TASK INSTRUCTIONS: Return the records word for word. Pictures do not belong in the copy.

======== RECORDS FOR THE TASK ========

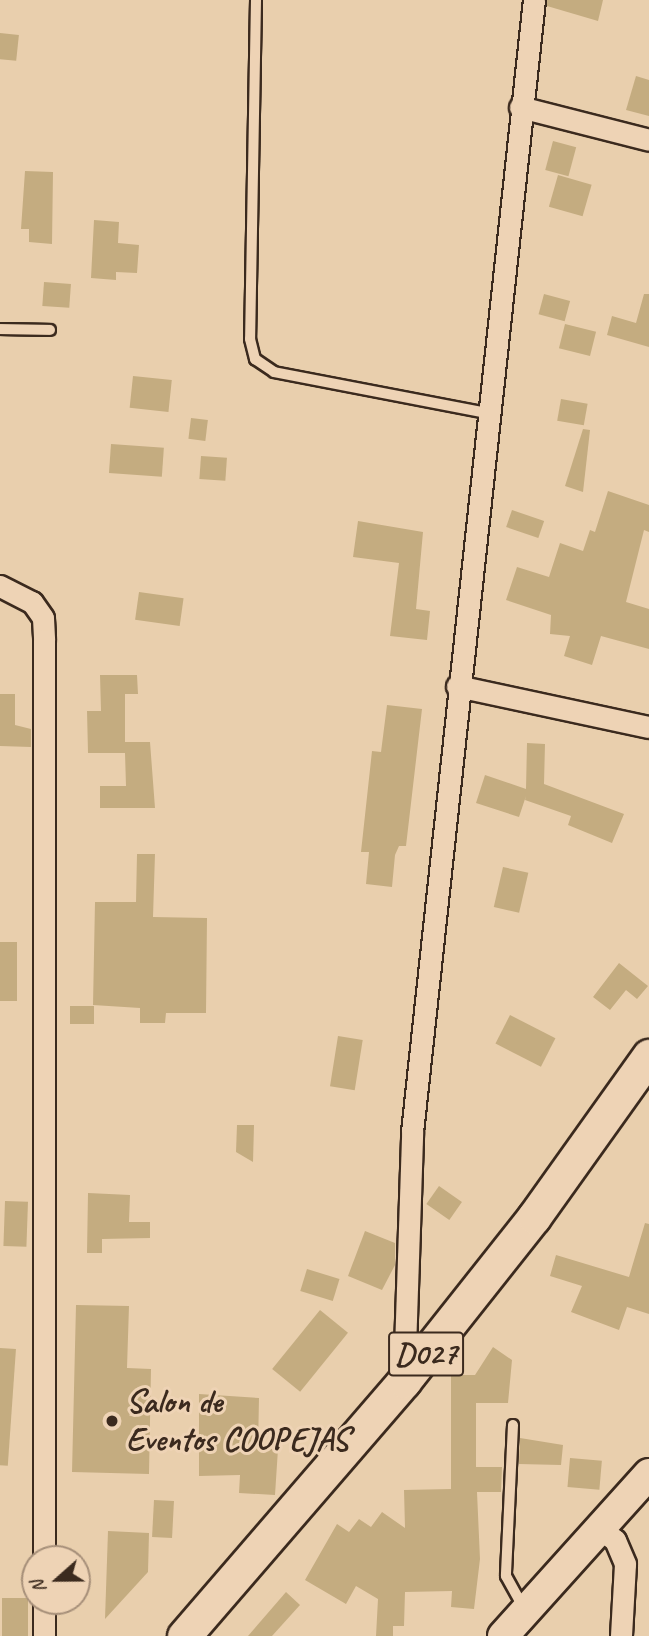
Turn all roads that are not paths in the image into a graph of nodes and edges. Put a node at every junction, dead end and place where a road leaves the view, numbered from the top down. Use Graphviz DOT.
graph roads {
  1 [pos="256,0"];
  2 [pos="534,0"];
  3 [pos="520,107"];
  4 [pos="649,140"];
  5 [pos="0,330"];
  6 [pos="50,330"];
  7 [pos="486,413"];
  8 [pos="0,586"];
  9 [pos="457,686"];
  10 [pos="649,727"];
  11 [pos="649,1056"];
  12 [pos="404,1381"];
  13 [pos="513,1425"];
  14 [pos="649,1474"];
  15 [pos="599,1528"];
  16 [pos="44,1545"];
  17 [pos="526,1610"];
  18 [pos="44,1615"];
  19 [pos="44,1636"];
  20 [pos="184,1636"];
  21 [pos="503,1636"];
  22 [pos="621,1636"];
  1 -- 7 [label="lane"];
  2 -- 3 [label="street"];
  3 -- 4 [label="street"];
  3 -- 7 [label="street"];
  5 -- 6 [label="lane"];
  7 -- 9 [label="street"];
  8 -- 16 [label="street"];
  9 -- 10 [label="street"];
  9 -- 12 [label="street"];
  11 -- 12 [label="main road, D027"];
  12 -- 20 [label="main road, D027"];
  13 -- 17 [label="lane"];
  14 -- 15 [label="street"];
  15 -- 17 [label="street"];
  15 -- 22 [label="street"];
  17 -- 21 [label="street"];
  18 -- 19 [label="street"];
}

========

WRITTEN RESPONSE:
Turn all roads that are not paths in the image into a graph of nodes and edges. Put a node at every junction, dead end and place where a road leaves the view, numbered from the top down. Use Graphviz DOT.
graph roads {
  1 [pos="256,0"];
  2 [pos="534,0"];
  3 [pos="520,107"];
  4 [pos="649,140"];
  5 [pos="0,330"];
  6 [pos="50,330"];
  7 [pos="486,413"];
  8 [pos="0,586"];
  9 [pos="457,686"];
  10 [pos="649,727"];
  11 [pos="649,1056"];
  12 [pos="404,1381"];
  13 [pos="513,1425"];
  14 [pos="649,1474"];
  15 [pos="599,1528"];
  16 [pos="44,1545"];
  17 [pos="526,1610"];
  18 [pos="44,1615"];
  19 [pos="44,1636"];
  20 [pos="184,1636"];
  21 [pos="503,1636"];
  22 [pos="621,1636"];
  1 -- 7 [label="lane"];
  2 -- 3 [label="street"];
  3 -- 4 [label="street"];
  3 -- 7 [label="street"];
  5 -- 6 [label="lane"];
  7 -- 9 [label="street"];
  8 -- 16 [label="street"];
  9 -- 10 [label="street"];
  9 -- 12 [label="street"];
  11 -- 12 [label="main road, D027"];
  12 -- 20 [label="main road, D027"];
  13 -- 17 [label="lane"];
  14 -- 15 [label="street"];
  15 -- 17 [label="street"];
  15 -- 22 [label="street"];
  17 -- 21 [label="street"];
  18 -- 19 [label="street"];
}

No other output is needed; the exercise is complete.